Data shown |
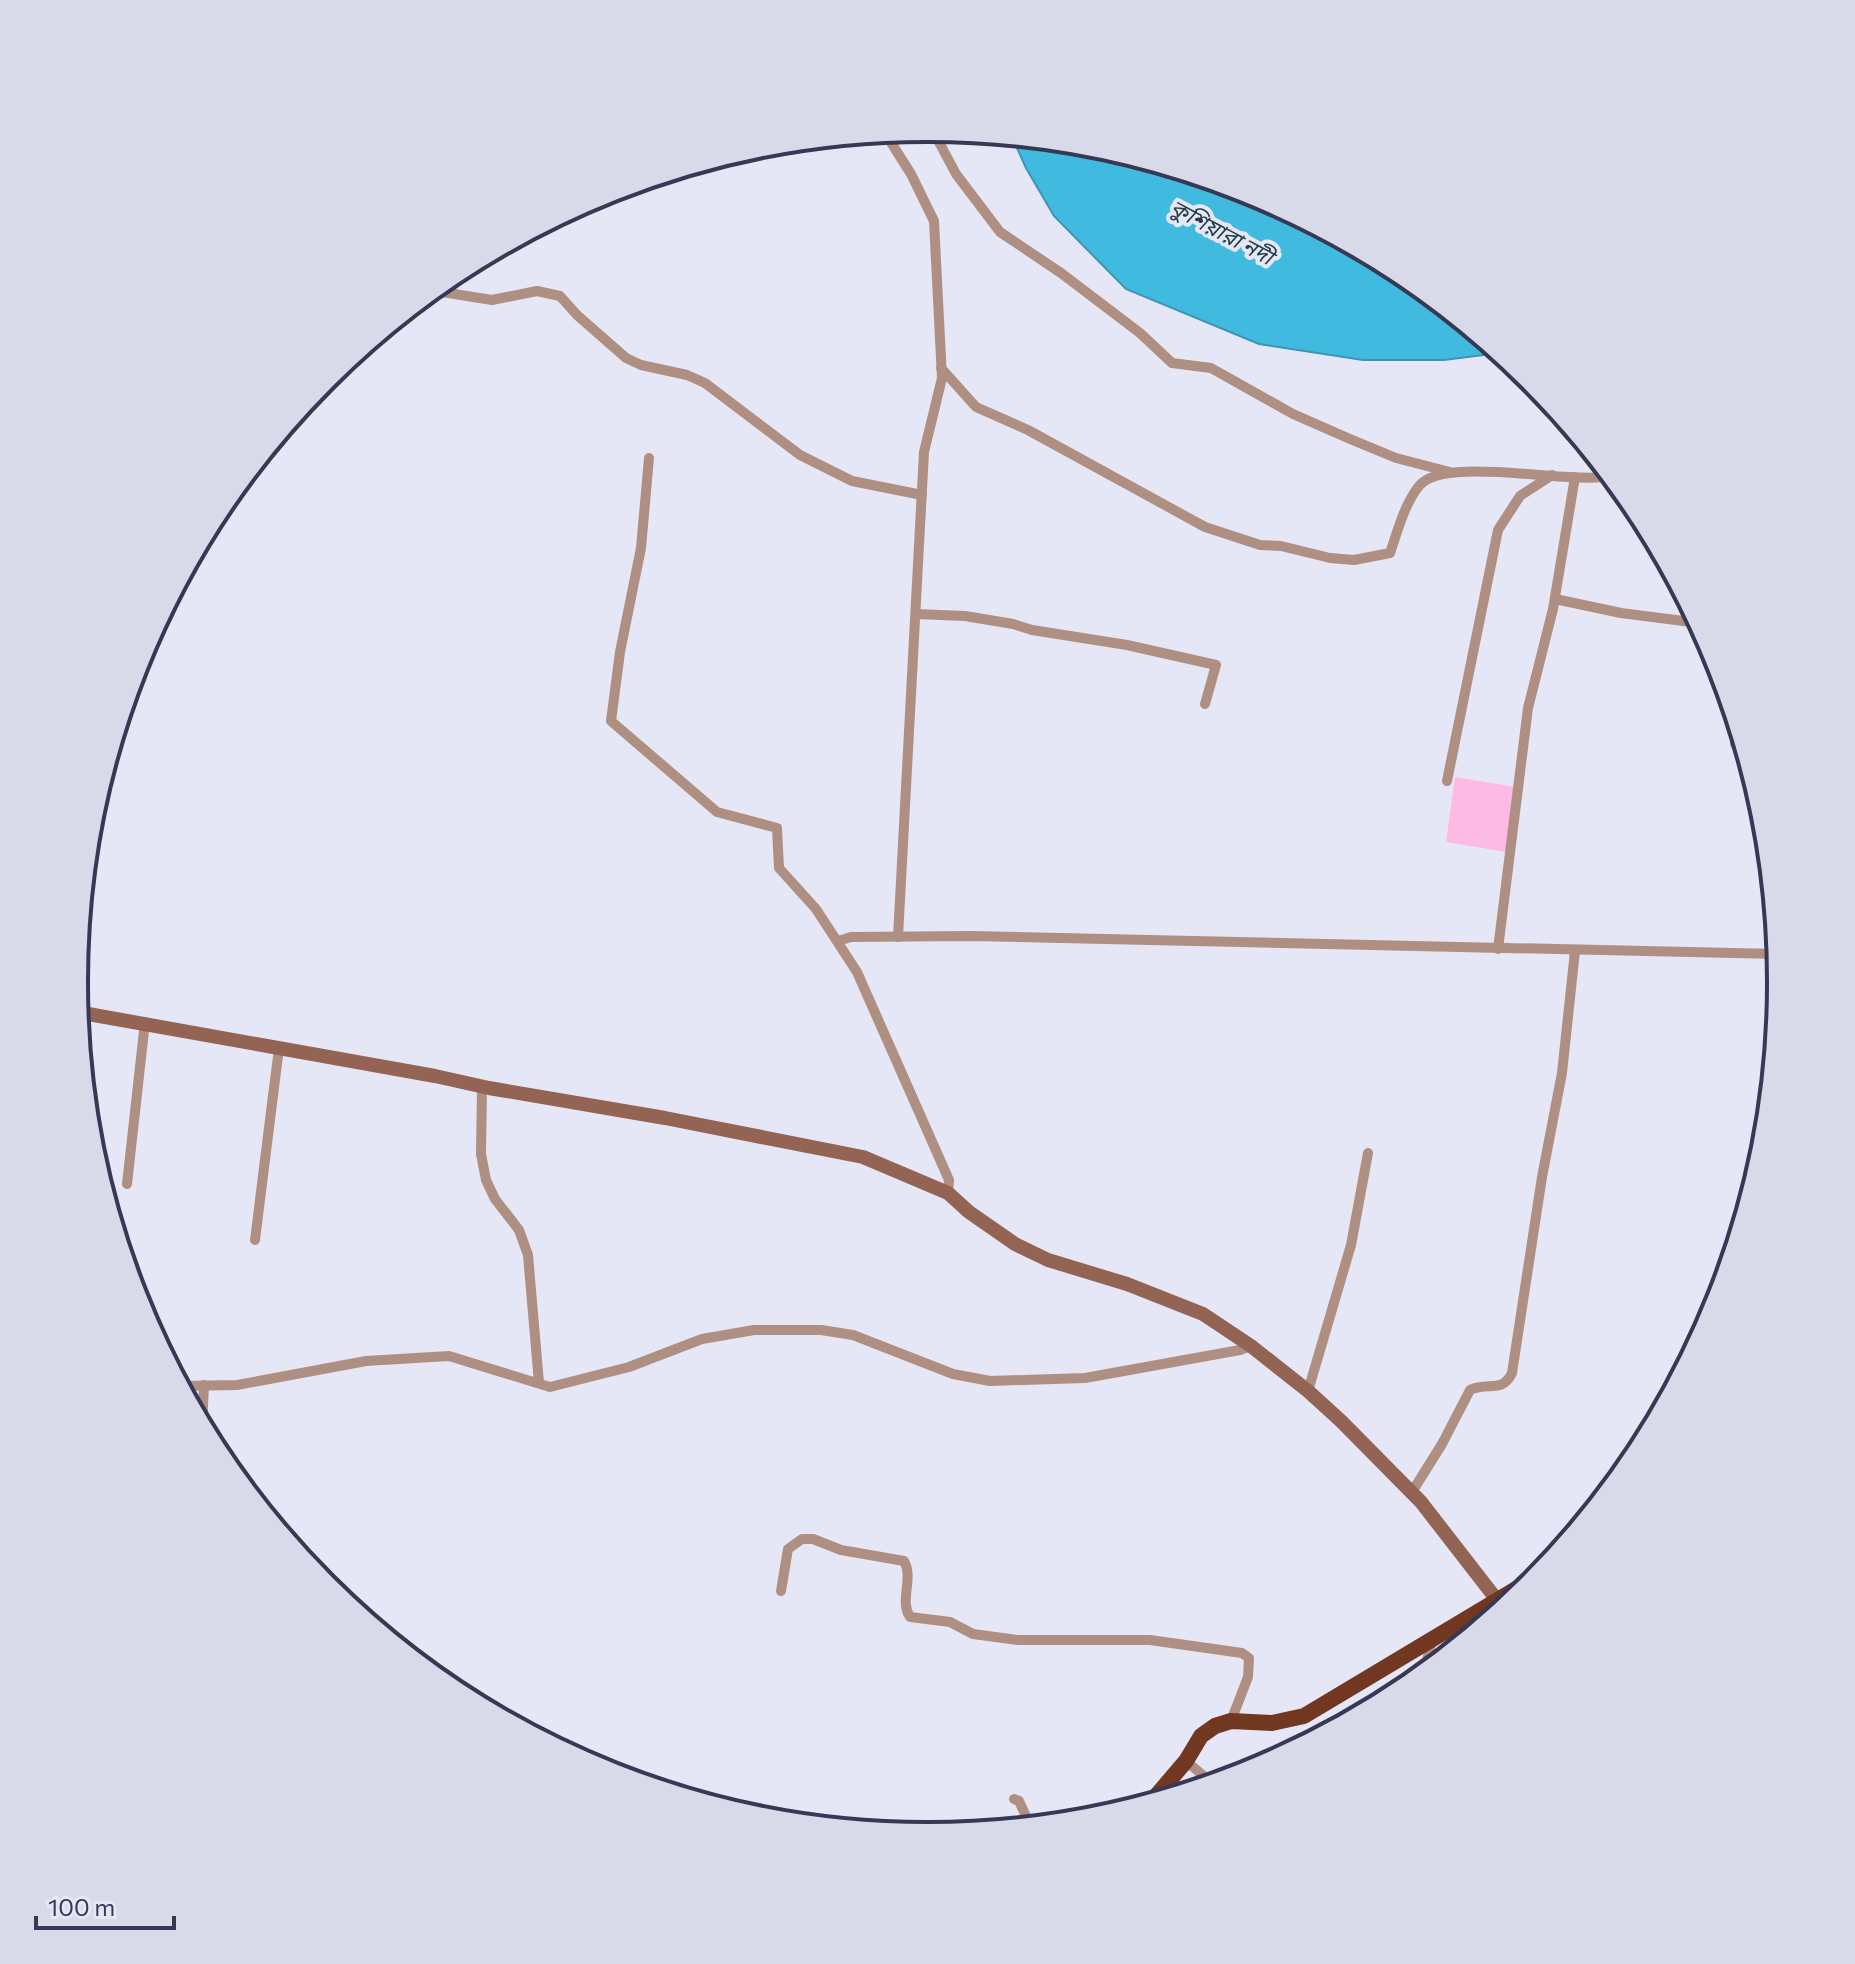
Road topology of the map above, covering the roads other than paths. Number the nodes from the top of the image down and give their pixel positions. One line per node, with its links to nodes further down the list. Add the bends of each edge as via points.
1 (939, 142): 6 (street, via 1000,232 1140,333 1172,363 1211,368 1350,439)
2 (892, 143): 4 (street, via 934,221)
3 (448, 293): 10 (street, via 492,300 537,291 560,296 626,358 705,383 800,455 852,481)
4 (941, 368): 6 (street, via 976,407 1205,527 1260,545 1354,560 1390,553 1421,482); 10 (street, via 924,452)
5 (649, 458): 17 (street, via 641,548 611,721 717,812 777,828 779,868)
6 (1450, 472): 7 (street)
7 (1552, 475): 8 (street); 15 (street, via 1520,496 1498,530)
8 (1575, 477): 9 (street); 11 (street)
9 (1599, 478)
10 (922, 495): 12 (street)
11 (1555, 599): 13 (street); 18 (street, via 1528,708)
12 (916, 614): 14 (street, via 1013,624 1216,665); 16 (street)
13 (1685, 621)
14 (1205, 704)
15 (1447, 781)
16 (898, 937): 17 (street); 18 (street)
17 (838, 941): 27 (street, via 857,972 949,1180)
18 (1498, 949): 19 (street)
19 (1575, 951): 20 (street); 35 (street, via 1562,1073 1512,1373 1499,1387 1470,1390)
20 (1766, 954)
21 (89, 1014): 22 (main road)
22 (145, 1022): 23 (main road); 26 (street)
23 (279, 1048): 24 (main road); 28 (street)
24 (482, 1087): 27 (main road, via 863,1157); 30 (street, via 486,1180 519,1230 528,1255)
25 (1368, 1153): 33 (street, via 1351,1245)
26 (127, 1184)
27 (948, 1193): 29 (main road, via 1015,1244 1181,1304)
28 (255, 1240)
29 (1251, 1346): 30 (street, via 1085,1378 990,1381 953,1374 853,1335 754,1330 702,1339 629,1367 550,1387); 33 (main road)
30 (539, 1383): 31 (street, via 449,1356 366,1361 237,1385)
31 (204, 1385): 32 (street); 34 (street)
32 (192, 1386)
33 (1308, 1391): 35 (main road)
34 (203, 1407)
35 (1412, 1492): 37 (main road)
36 (781, 1591): 41 (street, via 788,1549 802,1539 813,1539 841,1550 904,1561 910,1617 950,1622 973,1634 1018,1640 1150,1640 1242,1653 1249,1658 1248,1677)
37 (1496, 1599)
38 (1491, 1603): 39 (highway)
39 (1432, 1639): 40 (street); 41 (highway, via 1304,1716 1272,1723)
40 (1428, 1656)
41 (1231, 1721): 42 (highway, via 1201,1736)
42 (1186, 1761): 43 (street); 44 (highway)
43 (1203, 1775)
44 (1164, 1787)
45 (1014, 1799): 46 (street)
46 (1026, 1815)

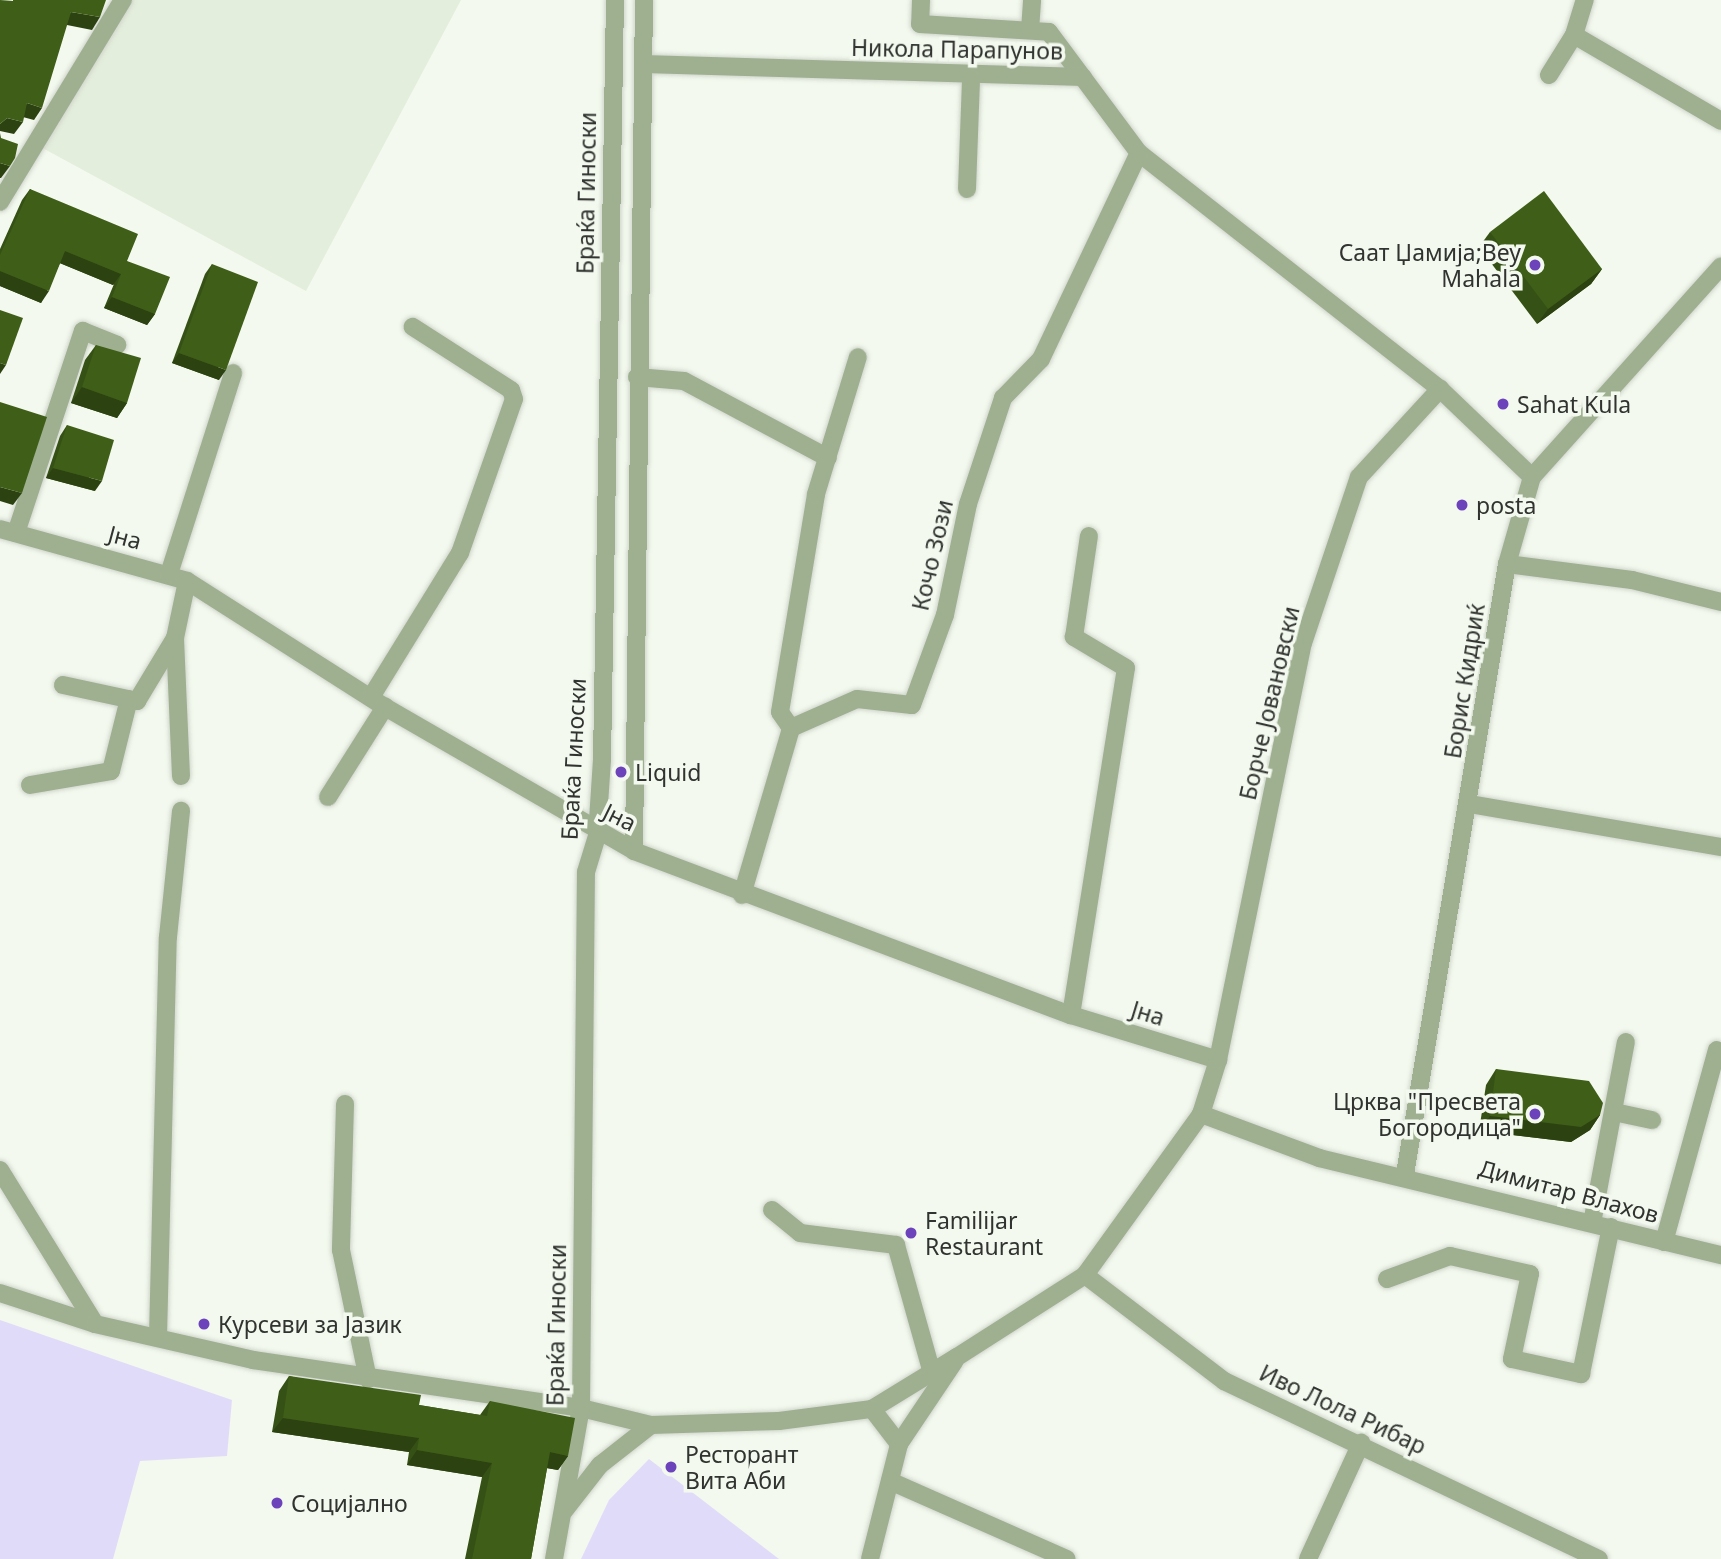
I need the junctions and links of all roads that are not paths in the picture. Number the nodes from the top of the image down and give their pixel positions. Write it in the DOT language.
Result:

Task objective | Retype word for word all the material given above, and keep the pictures out.

Solution below |
Road topology of the map above, covering the roads other than paths. Number the nodes from the top of the image down and give their pixel positions. One line per node, with its links to nodes further down the list. Add the bends of each edge as via points.
1 (939, 142): 6 (street, via 1000,232 1140,333 1172,363 1211,368 1350,439)
2 (892, 143): 4 (street, via 934,221)
3 (448, 293): 10 (street, via 492,300 537,291 560,296 626,358 705,383 800,455 852,481)
4 (941, 368): 6 (street, via 976,407 1205,527 1260,545 1354,560 1390,553 1421,482); 10 (street, via 924,452)
5 (649, 458): 17 (street, via 641,548 611,721 717,812 777,828 779,868)
6 (1450, 472): 7 (street)
7 (1552, 475): 8 (street); 15 (street, via 1520,496 1498,530)
8 (1575, 477): 9 (street); 11 (street)
9 (1599, 478)
10 (922, 495): 12 (street)
11 (1555, 599): 13 (street); 18 (street, via 1528,708)
12 (916, 614): 14 (street, via 1013,624 1216,665); 16 (street)
13 (1685, 621)
14 (1205, 704)
15 (1447, 781)
16 (898, 937): 17 (street); 18 (street)
17 (838, 941): 27 (street, via 857,972 949,1180)
18 (1498, 949): 19 (street)
19 (1575, 951): 20 (street); 35 (street, via 1562,1073 1512,1373 1499,1387 1470,1390)
20 (1766, 954)
21 (89, 1014): 22 (main road)
22 (145, 1022): 23 (main road); 26 (street)
23 (279, 1048): 24 (main road); 28 (street)
24 (482, 1087): 27 (main road, via 863,1157); 30 (street, via 486,1180 519,1230 528,1255)
25 (1368, 1153): 33 (street, via 1351,1245)
26 (127, 1184)
27 (948, 1193): 29 (main road, via 1015,1244 1181,1304)
28 (255, 1240)
29 (1251, 1346): 30 (street, via 1085,1378 990,1381 953,1374 853,1335 754,1330 702,1339 629,1367 550,1387); 33 (main road)
30 (539, 1383): 31 (street, via 449,1356 366,1361 237,1385)
31 (204, 1385): 32 (street); 34 (street)
32 (192, 1386)
33 (1308, 1391): 35 (main road)
34 (203, 1407)
35 (1412, 1492): 37 (main road)
36 (781, 1591): 41 (street, via 788,1549 802,1539 813,1539 841,1550 904,1561 910,1617 950,1622 973,1634 1018,1640 1150,1640 1242,1653 1249,1658 1248,1677)
37 (1496, 1599)
38 (1491, 1603): 39 (highway)
39 (1432, 1639): 40 (street); 41 (highway, via 1304,1716 1272,1723)
40 (1428, 1656)
41 (1231, 1721): 42 (highway, via 1201,1736)
42 (1186, 1761): 43 (street); 44 (highway)
43 (1203, 1775)
44 (1164, 1787)
45 (1014, 1799): 46 (street)
46 (1026, 1815)

I need the junctions and links of all roads that are not paths in the picture. Number the nodes from the top of the image down and give their pixel positions. Write it in the DOT language.
Result:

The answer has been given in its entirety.